__Raw data__.
*** Block opens ***

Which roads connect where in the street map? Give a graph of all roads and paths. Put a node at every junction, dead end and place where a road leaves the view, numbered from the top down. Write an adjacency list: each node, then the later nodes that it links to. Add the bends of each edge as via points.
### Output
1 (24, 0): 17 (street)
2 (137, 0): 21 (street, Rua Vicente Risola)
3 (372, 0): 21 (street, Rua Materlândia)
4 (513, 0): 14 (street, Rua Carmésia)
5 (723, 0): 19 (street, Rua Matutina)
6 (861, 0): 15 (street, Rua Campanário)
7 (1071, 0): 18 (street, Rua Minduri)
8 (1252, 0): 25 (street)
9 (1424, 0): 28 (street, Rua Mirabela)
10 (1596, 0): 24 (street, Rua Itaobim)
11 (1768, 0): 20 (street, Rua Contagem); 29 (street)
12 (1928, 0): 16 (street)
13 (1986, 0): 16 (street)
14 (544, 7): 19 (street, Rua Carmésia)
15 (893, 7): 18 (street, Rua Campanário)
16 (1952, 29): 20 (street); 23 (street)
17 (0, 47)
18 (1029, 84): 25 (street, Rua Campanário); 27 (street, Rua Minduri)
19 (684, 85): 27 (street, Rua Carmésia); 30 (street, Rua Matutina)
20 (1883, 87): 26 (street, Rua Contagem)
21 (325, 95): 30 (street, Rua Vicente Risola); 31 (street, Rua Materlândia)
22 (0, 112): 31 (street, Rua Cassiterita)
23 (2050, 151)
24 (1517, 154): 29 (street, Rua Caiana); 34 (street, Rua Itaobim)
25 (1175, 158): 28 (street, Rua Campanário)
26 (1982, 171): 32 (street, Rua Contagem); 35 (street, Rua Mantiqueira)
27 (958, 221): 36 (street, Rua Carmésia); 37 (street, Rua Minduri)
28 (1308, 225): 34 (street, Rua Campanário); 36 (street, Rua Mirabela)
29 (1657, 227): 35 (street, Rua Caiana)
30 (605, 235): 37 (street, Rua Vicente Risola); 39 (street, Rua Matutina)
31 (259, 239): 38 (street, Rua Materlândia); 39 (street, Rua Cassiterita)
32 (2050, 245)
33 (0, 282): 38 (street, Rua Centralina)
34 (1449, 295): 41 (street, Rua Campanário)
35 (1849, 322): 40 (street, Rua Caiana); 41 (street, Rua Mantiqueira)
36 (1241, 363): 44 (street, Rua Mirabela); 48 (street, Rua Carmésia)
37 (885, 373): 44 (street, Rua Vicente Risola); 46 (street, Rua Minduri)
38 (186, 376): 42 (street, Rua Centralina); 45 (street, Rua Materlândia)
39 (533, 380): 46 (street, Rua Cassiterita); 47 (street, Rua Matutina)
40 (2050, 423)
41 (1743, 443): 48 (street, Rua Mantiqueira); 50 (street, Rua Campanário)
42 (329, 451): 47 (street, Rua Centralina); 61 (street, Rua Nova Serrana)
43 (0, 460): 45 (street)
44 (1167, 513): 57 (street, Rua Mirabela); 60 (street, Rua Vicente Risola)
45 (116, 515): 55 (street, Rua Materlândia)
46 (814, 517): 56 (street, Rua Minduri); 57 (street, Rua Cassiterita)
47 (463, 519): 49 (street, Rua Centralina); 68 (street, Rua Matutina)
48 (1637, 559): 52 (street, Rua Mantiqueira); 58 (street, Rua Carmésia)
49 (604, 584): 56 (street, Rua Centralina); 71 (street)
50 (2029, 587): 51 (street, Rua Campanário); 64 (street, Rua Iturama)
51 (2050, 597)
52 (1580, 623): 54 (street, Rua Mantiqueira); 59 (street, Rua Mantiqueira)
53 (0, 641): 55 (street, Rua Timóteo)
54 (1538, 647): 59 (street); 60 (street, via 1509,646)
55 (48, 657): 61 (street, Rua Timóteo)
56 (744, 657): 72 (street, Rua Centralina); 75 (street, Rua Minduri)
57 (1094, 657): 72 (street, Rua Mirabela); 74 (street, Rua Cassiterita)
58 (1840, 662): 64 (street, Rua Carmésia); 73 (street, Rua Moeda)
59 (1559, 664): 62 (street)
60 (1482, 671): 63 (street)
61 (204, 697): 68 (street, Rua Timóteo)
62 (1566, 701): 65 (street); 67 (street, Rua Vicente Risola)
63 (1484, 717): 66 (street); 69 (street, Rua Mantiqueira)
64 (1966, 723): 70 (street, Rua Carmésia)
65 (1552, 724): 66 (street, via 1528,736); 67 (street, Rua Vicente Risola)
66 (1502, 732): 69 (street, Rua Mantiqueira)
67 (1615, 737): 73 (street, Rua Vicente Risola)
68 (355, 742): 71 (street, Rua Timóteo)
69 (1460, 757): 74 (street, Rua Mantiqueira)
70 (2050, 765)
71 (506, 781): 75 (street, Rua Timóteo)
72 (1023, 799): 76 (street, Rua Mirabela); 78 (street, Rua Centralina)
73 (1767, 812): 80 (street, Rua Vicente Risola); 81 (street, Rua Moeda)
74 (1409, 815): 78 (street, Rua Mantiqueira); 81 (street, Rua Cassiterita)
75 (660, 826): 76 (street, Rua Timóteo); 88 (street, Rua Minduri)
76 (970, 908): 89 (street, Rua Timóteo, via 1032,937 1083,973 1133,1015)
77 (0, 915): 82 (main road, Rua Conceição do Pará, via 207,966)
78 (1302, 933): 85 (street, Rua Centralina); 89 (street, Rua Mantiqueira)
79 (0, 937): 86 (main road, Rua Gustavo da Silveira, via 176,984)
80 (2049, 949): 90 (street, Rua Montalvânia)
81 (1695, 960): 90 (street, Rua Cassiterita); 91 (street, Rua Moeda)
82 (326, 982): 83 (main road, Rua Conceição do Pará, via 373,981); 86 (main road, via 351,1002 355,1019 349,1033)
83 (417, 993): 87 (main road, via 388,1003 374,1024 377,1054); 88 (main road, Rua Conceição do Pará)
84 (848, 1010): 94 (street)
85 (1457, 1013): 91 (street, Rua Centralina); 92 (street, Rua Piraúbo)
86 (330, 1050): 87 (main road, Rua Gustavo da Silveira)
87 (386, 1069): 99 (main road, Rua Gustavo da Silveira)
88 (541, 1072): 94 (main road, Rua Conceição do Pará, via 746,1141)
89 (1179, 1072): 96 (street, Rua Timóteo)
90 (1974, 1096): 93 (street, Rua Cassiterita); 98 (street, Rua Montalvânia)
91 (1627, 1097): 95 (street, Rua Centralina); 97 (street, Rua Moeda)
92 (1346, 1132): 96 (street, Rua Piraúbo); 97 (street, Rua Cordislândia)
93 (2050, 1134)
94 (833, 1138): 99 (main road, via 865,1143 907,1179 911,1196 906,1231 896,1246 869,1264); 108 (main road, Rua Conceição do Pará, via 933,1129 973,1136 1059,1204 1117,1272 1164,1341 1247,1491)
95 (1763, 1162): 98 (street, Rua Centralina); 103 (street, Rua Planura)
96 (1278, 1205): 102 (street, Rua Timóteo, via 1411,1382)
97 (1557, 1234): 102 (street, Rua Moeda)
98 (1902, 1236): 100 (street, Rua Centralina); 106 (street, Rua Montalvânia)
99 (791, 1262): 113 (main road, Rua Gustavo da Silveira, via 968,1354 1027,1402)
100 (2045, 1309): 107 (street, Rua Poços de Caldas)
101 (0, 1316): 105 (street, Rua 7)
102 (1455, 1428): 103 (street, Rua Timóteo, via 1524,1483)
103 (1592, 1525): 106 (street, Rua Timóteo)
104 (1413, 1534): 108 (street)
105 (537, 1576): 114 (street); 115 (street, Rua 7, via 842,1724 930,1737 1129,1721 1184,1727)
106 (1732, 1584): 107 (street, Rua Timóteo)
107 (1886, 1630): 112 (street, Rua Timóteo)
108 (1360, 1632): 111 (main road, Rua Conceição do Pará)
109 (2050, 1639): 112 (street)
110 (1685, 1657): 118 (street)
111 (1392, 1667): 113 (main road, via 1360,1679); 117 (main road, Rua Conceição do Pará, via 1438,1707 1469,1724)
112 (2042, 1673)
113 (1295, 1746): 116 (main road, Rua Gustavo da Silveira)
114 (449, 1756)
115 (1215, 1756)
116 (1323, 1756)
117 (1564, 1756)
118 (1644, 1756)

*** Block closes ***

Across the records above, show each line containing the word "Materlândia".

__Response area__.
3 (372, 0): 21 (street, Rua Materlândia)
21 (325, 95): 30 (street, Rua Vicente Risola); 31 (street, Rua Materlândia)
31 (259, 239): 38 (street, Rua Materlândia); 39 (street, Rua Cassiterita)
38 (186, 376): 42 (street, Rua Centralina); 45 (street, Rua Materlândia)
45 (116, 515): 55 (street, Rua Materlândia)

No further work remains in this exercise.